This will most likely be a longer update than is even necessary. But you'll still read it won't you? AHAHAHAHA power.
So Guy Fawkes Day? Greastest holiday EVER. We went in early to see the Lewes Castle that everyone said we had to see. It was pretty cool. There wasn't much to it information-wise so in my opinion, it was the best castle yet. And it had all these fun medieval clothes that you could dress up in and take pictures. We did. I probably got British body lice from it, but it's all good. After the castle we went to a pub to get lunch and in my case, drink some Guinness. Huzzah! We found a Tesco near the bonfire site where we bought alcohol and then wandered over to a park where we proceeded to drink the alcohol. I was wearing my hobo gloves so I felt particularly close to the Hobo world. After park-drinking, we went to get good spots for the parade. We stood in line waiting for the parade for about 2 hours. It was worth it though. The parade ruled. Lots of people in awesome costumes carrying flaming crosses, really loud fireworks, bands, yelling, drinking, FIRE, flaming ash....madness. We left the parade to go to the bonfire. We lost Katie and her cousin amid THE ABSOLUTE MADNESS. We went to the free bonfire by the Waterloo Bonfire Society. It was huge. And so warm. We warmed our butts by the fire. It was glorious. Then the fireworks started and dear god. They were the best fireworks I've ever seen. So once that was done, we headed back to the train station to get a train to Brighton. We were told to join the end of the queue which was practically in Brighton the queue was so long. But it moved fairly fast and we made it back to Brighton. Huzzah! I'd totally be for America adopting Guy Fawkes Day. It totally beats out the 4th of July. I feel a conversation between American and England would go something like this:
America:We have fireworks on the 4th of July! We win.

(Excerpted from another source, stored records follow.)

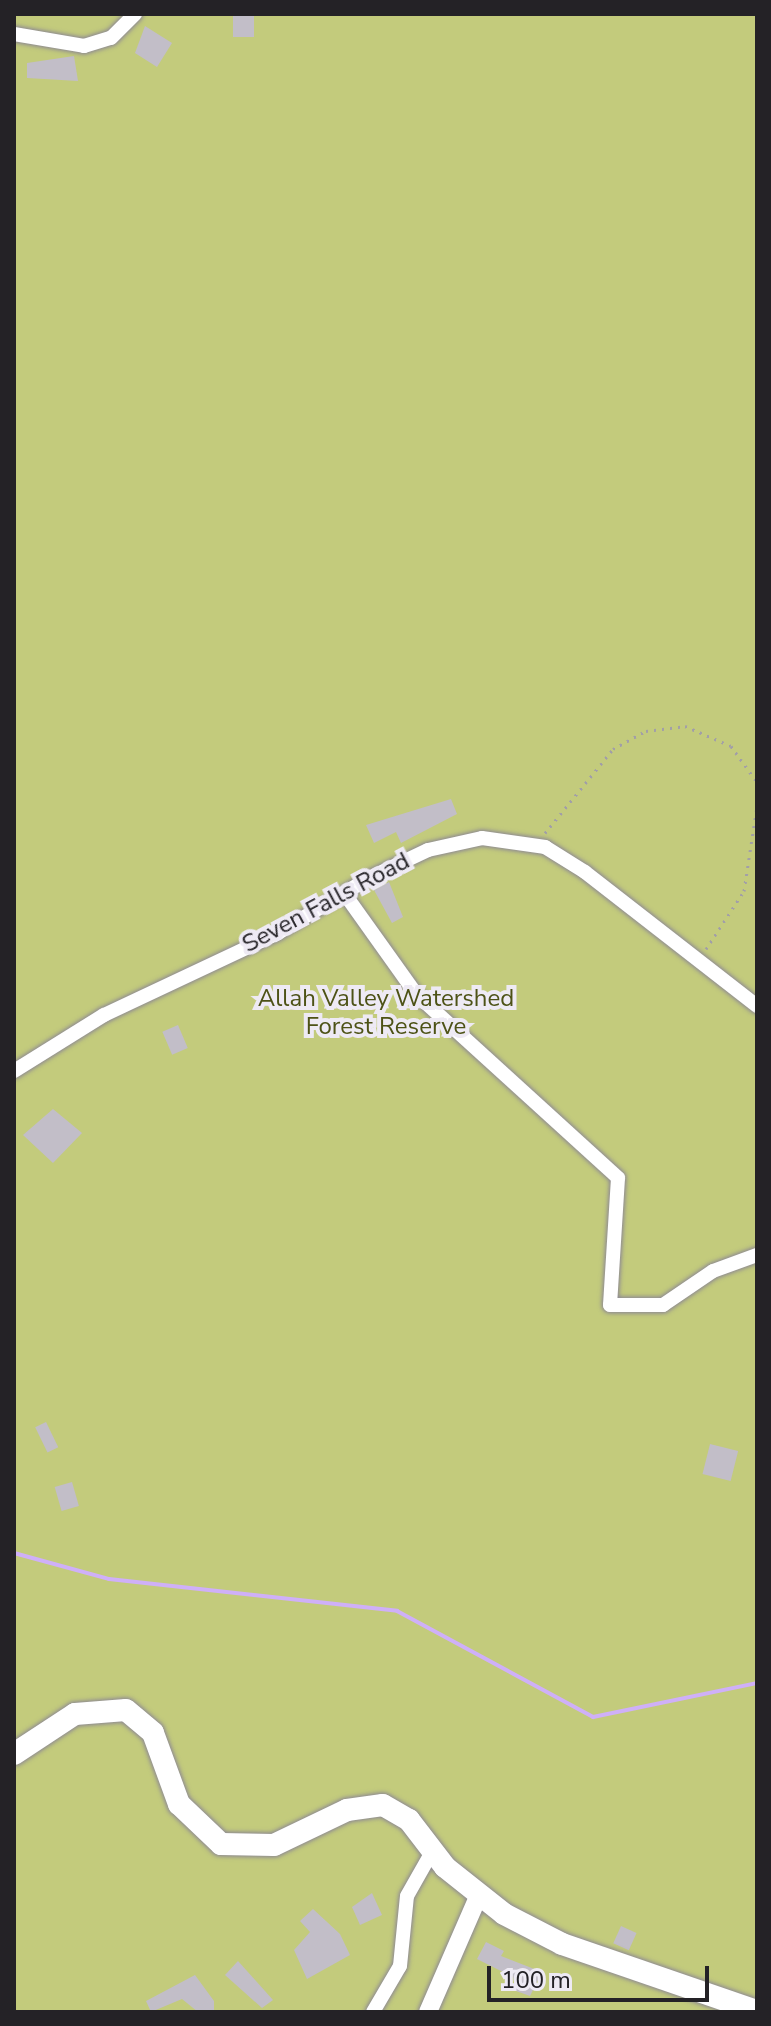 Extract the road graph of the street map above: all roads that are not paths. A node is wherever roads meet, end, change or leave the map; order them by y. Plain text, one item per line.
1 (135, 14) edge
2 (14, 34) edge
3 (344, 893) junction
4 (757, 1006) edge
5 (14, 1071) edge
6 (757, 1255) edge
7 (14, 1754) edge
8 (433, 1850) junction
9 (478, 1897) junction
10 (757, 2011) edge
11 (373, 2012) edge
12 (428, 2012) edge

1 - 2 street
3 - 4 street, Seven Falls Road
3 - 5 street, Seven Falls Road
3 - 6 street
7 - 8 main road
8 - 9 main road
8 - 11 street
9 - 10 main road
9 - 12 street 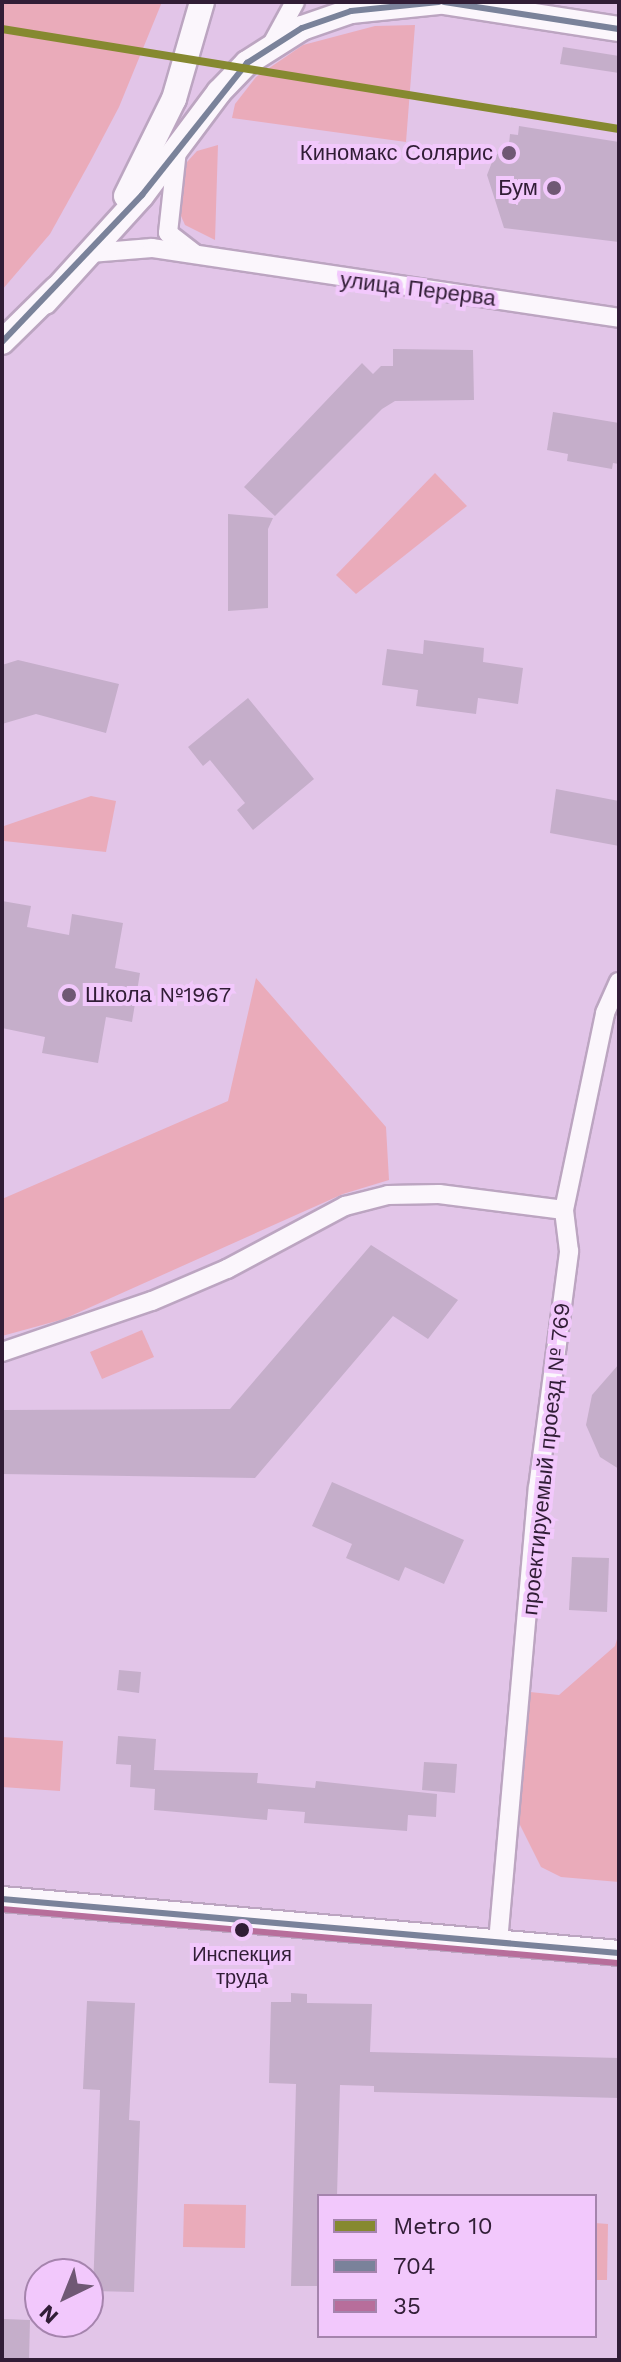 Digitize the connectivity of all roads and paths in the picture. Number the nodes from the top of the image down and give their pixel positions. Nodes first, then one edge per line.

England: Well, we have fire on sticks, bonfires, AND 5 firework displays in one tiny town.
America: Owned.
Yesterday I went into London to go to museums because I can and I want to. I went to the Natural History Museum to see the dinosaur fossils because, in case you don't know, HUGE NERD. And I went to the Darwin Centre and conversed with a British scientist man. Sometimes science takes over my mind and I can't control my actions. Across the street from the Natural History Museum was the Victoria and Albert Museum, so I went there too and wandered around. It was grand. I feel so cultured. After museum hopping, I headed to Piccadilly because I was going to stalk Green Day. Yup. I have NO SHAME. I was killing time in the Burger King when I got hit on by a Brazilian man. He began to make out with my face. Disturbing. He asked me if I kissed my friends. Very Odd. I told him I had to go because I was late and he yelled "but you are so beautiful!" as if this was a legitimate reason as to why I should stay in the Burger King and make out with the random Brazilian. Ran like the wind I did.
This next part is really only for Marisa’s benefit so feel free to stop reading. I wouldn’t blame you. She uses me for my location, aka England.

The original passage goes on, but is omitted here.